*TASK DETAILS:* Return only those lines of the records below in which "graph" appears.

*INFORMATION SHOWN:*
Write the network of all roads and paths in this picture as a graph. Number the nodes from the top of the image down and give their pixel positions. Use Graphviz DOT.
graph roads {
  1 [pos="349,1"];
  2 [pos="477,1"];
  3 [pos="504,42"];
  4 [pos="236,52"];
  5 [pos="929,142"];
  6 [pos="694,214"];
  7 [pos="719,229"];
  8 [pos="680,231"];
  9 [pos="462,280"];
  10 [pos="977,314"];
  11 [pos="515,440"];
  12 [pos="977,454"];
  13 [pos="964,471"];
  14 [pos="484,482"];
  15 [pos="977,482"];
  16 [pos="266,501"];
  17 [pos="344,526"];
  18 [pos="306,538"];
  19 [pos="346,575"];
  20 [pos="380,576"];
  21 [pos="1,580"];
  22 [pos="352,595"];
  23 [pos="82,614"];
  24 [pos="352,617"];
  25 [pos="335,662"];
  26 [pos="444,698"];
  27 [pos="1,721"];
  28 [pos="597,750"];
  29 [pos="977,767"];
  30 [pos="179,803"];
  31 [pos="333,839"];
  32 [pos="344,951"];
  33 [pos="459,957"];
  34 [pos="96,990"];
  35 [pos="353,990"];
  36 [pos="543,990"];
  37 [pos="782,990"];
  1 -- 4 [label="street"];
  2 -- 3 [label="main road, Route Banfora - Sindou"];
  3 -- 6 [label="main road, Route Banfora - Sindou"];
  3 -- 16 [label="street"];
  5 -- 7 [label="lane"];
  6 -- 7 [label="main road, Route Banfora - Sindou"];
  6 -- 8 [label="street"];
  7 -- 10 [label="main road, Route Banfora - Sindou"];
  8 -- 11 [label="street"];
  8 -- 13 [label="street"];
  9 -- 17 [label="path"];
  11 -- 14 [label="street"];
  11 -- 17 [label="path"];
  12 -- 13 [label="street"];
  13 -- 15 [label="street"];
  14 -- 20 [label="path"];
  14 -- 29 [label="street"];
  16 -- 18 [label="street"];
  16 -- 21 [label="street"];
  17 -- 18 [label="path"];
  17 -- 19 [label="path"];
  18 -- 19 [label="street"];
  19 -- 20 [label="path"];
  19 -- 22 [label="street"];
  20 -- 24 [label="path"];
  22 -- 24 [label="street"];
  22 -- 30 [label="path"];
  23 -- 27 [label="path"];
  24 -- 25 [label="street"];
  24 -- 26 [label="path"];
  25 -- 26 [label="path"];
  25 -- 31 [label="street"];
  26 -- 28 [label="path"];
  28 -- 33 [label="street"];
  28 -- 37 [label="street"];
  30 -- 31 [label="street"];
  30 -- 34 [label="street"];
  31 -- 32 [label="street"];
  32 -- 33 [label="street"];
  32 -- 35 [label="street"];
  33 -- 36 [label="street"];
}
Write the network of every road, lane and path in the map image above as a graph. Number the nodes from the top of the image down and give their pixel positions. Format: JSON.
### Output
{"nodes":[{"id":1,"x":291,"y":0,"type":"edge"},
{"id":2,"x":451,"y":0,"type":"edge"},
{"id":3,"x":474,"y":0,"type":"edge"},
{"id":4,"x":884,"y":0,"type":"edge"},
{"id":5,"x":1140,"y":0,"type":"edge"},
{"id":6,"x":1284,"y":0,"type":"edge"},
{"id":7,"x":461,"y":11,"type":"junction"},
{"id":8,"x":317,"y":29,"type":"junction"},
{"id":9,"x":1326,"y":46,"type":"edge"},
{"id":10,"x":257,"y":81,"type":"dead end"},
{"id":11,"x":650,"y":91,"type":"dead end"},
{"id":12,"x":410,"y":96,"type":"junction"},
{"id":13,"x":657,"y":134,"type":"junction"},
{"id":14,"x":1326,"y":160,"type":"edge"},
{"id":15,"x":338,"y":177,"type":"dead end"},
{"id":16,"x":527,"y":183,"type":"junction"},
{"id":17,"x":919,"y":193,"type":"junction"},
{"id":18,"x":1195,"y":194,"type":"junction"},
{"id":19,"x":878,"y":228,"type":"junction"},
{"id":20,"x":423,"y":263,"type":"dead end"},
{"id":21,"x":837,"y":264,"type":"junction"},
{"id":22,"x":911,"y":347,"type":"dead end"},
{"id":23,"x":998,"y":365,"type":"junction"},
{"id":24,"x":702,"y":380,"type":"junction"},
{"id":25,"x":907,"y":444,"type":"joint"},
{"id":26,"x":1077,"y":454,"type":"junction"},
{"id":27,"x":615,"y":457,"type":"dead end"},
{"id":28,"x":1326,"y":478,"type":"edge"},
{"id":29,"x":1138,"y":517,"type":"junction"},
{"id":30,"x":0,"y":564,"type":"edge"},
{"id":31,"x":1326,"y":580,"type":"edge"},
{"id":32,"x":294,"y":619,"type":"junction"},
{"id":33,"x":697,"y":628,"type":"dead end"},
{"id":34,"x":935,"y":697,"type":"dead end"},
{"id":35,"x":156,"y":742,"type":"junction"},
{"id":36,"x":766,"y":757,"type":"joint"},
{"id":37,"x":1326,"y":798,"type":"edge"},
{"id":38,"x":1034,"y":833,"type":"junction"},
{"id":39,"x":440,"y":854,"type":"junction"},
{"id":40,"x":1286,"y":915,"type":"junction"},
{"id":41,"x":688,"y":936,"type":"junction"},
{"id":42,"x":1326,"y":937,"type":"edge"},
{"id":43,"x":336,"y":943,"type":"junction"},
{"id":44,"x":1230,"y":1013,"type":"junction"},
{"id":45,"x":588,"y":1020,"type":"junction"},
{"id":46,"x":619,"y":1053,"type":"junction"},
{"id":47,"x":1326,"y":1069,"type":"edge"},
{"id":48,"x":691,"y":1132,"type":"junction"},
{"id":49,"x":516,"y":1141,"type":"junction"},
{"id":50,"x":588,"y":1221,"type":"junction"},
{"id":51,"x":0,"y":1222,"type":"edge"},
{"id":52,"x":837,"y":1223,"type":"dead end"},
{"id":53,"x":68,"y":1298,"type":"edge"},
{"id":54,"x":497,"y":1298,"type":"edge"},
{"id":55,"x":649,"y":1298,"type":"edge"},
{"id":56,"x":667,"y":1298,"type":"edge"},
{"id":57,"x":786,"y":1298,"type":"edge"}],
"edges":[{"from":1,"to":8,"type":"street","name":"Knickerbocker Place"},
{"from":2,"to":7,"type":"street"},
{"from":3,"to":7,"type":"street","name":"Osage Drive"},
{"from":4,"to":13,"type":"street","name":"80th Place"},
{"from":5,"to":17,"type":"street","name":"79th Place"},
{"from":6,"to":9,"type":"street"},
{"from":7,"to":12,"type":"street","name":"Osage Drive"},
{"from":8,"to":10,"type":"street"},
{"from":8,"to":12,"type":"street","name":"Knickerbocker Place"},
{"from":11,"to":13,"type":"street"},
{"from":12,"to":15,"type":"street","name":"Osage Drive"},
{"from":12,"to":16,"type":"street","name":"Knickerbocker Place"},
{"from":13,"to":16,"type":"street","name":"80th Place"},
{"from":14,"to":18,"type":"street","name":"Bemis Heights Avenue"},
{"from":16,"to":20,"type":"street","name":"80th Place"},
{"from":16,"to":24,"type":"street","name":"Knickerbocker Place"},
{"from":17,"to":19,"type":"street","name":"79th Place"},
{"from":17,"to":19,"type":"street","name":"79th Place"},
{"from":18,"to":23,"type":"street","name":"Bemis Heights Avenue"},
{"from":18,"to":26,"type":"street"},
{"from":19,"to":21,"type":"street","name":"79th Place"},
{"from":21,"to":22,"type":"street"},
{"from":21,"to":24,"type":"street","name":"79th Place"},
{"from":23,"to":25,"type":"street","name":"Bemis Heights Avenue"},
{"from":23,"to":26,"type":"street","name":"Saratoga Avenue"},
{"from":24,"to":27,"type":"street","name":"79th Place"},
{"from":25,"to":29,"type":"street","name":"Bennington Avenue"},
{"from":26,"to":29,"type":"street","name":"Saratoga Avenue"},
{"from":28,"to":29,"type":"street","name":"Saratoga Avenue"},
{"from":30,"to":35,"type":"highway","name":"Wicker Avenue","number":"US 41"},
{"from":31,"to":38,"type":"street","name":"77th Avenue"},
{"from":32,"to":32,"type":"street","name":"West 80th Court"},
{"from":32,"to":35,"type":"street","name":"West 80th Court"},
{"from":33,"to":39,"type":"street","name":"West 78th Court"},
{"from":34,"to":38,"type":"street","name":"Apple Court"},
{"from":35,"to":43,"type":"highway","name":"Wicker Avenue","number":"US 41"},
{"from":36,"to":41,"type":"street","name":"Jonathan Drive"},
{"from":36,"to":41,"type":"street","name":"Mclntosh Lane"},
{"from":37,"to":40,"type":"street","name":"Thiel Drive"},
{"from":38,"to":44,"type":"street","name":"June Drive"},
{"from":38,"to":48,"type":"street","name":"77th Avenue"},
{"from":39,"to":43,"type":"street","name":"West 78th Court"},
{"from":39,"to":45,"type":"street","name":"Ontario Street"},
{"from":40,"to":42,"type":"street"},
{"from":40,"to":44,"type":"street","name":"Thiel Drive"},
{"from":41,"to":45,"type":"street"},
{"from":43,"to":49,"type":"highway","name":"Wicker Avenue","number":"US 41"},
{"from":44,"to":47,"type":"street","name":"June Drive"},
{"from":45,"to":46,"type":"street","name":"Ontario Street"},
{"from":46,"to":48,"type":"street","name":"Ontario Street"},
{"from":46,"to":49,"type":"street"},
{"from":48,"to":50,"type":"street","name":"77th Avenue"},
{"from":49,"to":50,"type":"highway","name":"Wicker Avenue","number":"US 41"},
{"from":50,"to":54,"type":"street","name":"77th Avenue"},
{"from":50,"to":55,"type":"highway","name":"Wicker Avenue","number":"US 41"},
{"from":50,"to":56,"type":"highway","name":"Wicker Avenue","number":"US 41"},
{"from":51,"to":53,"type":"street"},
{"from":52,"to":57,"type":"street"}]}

*SOLUTION TO THIS TASK:*
Write the network of all roads and paths in this picture as a graph. Number the nodes from the top of the image down and give their pixel positions. Use Graphviz DOT.
graph roads {
Write the network of every road, lane and path in the map image above as a graph. Number the nodes from the top of the image down and give their pixel positions. Format: JSON.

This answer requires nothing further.